Camp Director: “It’s when they let us do our jobs, or support us in doing our jobs.”
Camp Director: “My favorite parents are the ones that answer all of the camp forms and write too much, and send us up with the full behavioral plans and stuff that’s working at home. And when we call them, they follow our lead on their letters to the kids. They’ll support us on the phone and they will also support us in what they’re saying to their kids, which is a big deal because we’ve had the opposite happen a number of times.”

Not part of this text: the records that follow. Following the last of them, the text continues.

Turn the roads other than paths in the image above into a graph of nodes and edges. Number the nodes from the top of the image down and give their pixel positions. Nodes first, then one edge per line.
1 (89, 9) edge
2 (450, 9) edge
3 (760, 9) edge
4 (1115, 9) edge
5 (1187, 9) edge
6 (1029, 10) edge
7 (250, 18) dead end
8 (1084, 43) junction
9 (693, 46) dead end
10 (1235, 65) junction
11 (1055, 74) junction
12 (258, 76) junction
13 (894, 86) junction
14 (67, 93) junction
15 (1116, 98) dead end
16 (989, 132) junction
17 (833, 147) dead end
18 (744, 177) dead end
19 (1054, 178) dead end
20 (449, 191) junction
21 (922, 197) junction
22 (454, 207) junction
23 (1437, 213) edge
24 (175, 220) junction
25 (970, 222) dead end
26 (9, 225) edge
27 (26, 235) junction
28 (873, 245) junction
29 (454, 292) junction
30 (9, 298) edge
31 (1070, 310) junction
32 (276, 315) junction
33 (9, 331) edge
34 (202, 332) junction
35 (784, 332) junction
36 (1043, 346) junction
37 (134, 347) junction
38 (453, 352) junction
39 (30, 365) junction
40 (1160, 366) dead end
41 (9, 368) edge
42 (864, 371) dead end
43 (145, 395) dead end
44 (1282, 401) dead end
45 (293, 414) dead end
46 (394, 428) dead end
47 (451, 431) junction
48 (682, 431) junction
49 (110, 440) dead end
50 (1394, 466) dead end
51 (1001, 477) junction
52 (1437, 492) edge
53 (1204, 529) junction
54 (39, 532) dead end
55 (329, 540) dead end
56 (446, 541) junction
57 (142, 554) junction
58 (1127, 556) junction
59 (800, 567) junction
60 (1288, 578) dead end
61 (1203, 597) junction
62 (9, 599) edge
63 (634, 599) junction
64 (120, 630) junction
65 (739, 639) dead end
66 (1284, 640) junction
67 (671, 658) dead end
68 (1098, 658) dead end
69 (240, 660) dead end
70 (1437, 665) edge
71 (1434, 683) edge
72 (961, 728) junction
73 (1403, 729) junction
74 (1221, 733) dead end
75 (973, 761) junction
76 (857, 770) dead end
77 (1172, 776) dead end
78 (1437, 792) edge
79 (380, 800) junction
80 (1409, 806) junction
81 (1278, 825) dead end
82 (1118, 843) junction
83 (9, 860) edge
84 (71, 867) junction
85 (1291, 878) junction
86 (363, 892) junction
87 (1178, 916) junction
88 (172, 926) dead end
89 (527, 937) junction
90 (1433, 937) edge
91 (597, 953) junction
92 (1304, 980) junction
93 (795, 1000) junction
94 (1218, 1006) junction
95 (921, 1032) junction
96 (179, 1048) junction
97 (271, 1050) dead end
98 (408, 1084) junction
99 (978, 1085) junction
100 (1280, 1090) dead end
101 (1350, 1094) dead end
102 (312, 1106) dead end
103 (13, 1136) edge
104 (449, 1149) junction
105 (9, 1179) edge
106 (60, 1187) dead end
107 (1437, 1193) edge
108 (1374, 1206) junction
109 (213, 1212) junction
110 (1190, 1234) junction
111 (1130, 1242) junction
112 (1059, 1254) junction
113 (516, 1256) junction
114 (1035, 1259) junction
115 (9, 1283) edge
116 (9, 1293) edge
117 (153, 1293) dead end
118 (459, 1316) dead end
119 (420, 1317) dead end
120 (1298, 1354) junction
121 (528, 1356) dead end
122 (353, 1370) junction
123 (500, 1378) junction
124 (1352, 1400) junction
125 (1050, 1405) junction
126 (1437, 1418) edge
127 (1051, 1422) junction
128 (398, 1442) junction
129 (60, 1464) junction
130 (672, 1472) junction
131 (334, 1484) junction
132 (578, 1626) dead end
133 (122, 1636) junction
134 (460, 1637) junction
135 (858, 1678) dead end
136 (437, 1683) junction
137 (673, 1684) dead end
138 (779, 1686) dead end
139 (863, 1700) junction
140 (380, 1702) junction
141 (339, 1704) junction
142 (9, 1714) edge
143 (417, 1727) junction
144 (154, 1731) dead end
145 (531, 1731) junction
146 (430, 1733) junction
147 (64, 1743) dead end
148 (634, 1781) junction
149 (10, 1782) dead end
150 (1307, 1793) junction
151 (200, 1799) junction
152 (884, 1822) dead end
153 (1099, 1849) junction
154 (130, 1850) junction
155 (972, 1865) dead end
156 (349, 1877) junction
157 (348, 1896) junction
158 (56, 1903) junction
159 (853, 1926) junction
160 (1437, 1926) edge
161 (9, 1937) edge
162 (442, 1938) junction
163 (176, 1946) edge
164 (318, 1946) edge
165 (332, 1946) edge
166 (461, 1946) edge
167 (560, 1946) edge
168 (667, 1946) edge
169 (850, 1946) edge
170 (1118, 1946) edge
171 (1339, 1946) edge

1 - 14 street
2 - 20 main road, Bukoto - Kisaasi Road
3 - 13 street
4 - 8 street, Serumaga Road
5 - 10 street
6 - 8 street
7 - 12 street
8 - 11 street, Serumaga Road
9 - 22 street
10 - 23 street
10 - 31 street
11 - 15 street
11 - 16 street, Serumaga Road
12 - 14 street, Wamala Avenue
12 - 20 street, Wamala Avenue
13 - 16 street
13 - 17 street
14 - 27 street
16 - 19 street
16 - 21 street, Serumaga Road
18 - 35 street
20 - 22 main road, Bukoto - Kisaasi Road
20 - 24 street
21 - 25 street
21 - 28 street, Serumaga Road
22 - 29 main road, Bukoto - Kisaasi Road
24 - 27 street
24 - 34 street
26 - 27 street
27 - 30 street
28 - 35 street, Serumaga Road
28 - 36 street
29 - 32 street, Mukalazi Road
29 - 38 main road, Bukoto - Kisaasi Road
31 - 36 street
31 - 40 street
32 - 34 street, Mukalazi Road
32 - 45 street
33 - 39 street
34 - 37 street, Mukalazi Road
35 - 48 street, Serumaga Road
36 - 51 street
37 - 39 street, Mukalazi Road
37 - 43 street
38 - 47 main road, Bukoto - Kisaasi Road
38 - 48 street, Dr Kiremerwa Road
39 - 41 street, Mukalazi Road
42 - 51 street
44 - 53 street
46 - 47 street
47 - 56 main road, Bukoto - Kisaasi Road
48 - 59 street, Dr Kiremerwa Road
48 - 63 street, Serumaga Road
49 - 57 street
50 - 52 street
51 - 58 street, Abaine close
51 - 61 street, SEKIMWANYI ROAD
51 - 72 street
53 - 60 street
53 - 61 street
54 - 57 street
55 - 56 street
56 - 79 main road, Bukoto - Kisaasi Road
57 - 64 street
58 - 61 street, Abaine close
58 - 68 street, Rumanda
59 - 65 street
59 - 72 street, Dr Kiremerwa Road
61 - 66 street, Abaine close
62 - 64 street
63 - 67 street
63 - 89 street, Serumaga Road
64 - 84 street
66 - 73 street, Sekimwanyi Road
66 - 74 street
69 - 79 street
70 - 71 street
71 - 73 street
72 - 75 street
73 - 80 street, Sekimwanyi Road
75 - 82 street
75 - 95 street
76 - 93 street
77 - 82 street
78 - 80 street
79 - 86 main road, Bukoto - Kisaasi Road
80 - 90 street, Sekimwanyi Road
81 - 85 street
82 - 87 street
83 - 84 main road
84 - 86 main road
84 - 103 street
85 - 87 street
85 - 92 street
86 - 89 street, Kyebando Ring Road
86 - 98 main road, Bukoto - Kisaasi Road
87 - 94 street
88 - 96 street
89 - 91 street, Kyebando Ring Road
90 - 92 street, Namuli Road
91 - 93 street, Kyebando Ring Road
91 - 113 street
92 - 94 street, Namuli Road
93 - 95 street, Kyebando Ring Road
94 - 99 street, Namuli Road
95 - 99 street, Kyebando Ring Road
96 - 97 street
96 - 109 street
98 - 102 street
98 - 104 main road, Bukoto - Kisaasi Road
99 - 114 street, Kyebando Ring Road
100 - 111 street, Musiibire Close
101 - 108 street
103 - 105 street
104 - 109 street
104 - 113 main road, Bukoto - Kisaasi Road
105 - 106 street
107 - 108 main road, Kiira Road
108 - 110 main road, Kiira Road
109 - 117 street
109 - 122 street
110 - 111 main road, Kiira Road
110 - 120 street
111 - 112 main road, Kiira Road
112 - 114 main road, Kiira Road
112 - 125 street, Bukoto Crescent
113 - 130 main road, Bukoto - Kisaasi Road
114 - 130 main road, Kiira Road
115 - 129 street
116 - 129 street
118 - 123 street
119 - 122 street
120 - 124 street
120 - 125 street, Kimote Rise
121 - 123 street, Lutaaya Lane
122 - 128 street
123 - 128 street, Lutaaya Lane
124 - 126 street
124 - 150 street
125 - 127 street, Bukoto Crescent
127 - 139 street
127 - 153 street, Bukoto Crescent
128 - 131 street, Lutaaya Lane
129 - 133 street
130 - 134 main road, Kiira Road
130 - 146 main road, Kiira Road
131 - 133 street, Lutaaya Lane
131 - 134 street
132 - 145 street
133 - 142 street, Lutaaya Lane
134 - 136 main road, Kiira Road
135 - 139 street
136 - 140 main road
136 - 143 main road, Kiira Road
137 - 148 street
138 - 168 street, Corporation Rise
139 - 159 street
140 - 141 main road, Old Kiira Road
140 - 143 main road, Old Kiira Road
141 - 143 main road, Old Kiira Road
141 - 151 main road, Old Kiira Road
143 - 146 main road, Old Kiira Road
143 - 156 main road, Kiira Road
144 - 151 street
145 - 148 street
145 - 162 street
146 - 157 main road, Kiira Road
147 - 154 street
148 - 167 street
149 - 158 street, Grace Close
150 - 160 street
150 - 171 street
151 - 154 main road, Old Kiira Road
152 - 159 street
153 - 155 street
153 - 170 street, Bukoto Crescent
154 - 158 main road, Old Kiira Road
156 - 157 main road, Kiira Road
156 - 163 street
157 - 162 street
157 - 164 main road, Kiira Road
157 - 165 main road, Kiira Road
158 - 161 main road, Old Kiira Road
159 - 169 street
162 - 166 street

Camp Director: “If you can have twenty, thirty minutes on the phone with some parent sending their child away for the first time, and they ask all these great questions about safety, about supervision, about games and activities, if they ask all of those it’s just a great start.”
Audrey: “I think all of us camp people like working with people, and kids, and parents, so I think most of us would rather have a conversation on the phone with a parent than to do some big, long email exchange.”
Camp Director: “Sometimes staff parents can be the most difficult ones to deal with.”
Camp Director: “Some of our best parents are those who prepare their kid. They call and ask us all the questions and then they let the kid know what to expect and how they can be successful at camp.”
Audrey: “I think we would all agree- we want them to call if they get a letter that’s sad, or not getting along with someone. We want to hear so we know that we resolved it, or so we can work with them to make sure we resolve it.”
Audrey: “Sometimes parents don’t realize that being a great parent often means calling us.”
Camp Director: “A great parent is one that fills out the evaluation at the end of the season and tells us specific things that they think went well or things that didn’t go well.”
Camp Director: “To take a step back, I think is a great thing for a parent to do.”
Audrey: “I think that one of the things that parents need to recognize is, just like with their school, it needs to be a partnership, and not every day is going to be great.”
“Alone we go fast, together we go far.”